GIVEN RECORDS
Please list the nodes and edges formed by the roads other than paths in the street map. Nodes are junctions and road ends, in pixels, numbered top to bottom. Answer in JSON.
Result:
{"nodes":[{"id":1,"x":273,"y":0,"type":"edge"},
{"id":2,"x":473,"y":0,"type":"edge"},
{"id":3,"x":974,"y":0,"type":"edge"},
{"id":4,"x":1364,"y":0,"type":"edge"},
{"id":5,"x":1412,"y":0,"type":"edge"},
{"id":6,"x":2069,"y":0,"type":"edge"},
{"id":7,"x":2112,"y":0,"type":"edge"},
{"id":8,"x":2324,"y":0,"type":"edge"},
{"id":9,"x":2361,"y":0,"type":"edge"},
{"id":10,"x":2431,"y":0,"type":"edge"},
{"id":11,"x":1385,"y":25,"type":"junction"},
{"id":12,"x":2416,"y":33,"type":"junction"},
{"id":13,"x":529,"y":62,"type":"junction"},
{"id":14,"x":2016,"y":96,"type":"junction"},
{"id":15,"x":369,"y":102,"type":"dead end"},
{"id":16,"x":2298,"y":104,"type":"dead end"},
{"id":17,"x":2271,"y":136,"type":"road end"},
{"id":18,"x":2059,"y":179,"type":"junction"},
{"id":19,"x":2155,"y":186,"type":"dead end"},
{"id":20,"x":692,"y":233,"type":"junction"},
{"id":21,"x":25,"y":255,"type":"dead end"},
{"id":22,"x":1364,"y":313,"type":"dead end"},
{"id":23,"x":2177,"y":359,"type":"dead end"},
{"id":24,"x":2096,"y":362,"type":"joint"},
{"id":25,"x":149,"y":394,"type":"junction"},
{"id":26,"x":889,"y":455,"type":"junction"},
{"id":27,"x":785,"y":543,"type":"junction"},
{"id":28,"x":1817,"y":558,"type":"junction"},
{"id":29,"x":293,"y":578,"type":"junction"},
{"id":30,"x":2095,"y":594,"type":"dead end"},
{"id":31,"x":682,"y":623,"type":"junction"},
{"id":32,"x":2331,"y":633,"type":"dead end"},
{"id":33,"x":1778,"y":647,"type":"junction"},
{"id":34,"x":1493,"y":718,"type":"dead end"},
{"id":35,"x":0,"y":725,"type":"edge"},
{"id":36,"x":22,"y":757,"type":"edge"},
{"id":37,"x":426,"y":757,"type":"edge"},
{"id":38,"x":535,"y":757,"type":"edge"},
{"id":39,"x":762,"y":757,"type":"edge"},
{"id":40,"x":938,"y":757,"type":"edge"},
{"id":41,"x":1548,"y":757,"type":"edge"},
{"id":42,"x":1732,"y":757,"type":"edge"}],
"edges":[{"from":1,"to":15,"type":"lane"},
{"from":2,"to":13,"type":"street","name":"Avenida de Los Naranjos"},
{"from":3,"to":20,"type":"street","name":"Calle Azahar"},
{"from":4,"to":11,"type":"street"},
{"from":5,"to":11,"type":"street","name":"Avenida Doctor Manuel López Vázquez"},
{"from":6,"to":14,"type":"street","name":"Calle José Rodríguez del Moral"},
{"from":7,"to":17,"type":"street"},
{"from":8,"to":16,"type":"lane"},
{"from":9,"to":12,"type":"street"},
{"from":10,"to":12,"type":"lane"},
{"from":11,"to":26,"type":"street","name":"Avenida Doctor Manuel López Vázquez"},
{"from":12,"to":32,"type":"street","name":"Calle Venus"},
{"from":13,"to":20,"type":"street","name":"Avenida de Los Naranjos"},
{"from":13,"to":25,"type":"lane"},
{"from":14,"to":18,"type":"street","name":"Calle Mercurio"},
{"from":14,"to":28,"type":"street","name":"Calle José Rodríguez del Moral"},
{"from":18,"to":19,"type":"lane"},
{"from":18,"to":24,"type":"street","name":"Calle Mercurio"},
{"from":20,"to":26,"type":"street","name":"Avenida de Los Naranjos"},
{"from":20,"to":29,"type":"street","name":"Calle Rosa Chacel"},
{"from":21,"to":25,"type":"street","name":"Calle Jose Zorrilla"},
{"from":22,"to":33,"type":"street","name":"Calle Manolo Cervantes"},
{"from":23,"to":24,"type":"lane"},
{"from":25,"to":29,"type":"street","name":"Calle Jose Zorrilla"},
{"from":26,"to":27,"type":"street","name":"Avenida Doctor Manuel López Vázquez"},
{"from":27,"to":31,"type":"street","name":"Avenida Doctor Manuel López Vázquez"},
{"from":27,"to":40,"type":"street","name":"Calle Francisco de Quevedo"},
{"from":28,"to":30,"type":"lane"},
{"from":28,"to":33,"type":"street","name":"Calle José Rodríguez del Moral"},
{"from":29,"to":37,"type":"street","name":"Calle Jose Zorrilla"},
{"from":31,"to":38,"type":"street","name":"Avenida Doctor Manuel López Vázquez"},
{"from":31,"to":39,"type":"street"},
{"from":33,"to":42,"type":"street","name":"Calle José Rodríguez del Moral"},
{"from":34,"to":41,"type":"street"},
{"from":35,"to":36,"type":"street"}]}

YOUR ASSIGNMENT
Every line that contains "dead" should be copied out of the data.

TASK ANSWER
{"id":15,"x":369,"y":102,"type":"dead end"},
{"id":16,"x":2298,"y":104,"type":"dead end"},
{"id":19,"x":2155,"y":186,"type":"dead end"},
{"id":21,"x":25,"y":255,"type":"dead end"},
{"id":22,"x":1364,"y":313,"type":"dead end"},
{"id":23,"x":2177,"y":359,"type":"dead end"},
{"id":30,"x":2095,"y":594,"type":"dead end"},
{"id":32,"x":2331,"y":633,"type":"dead end"},
{"id":34,"x":1493,"y":718,"type":"dead end"},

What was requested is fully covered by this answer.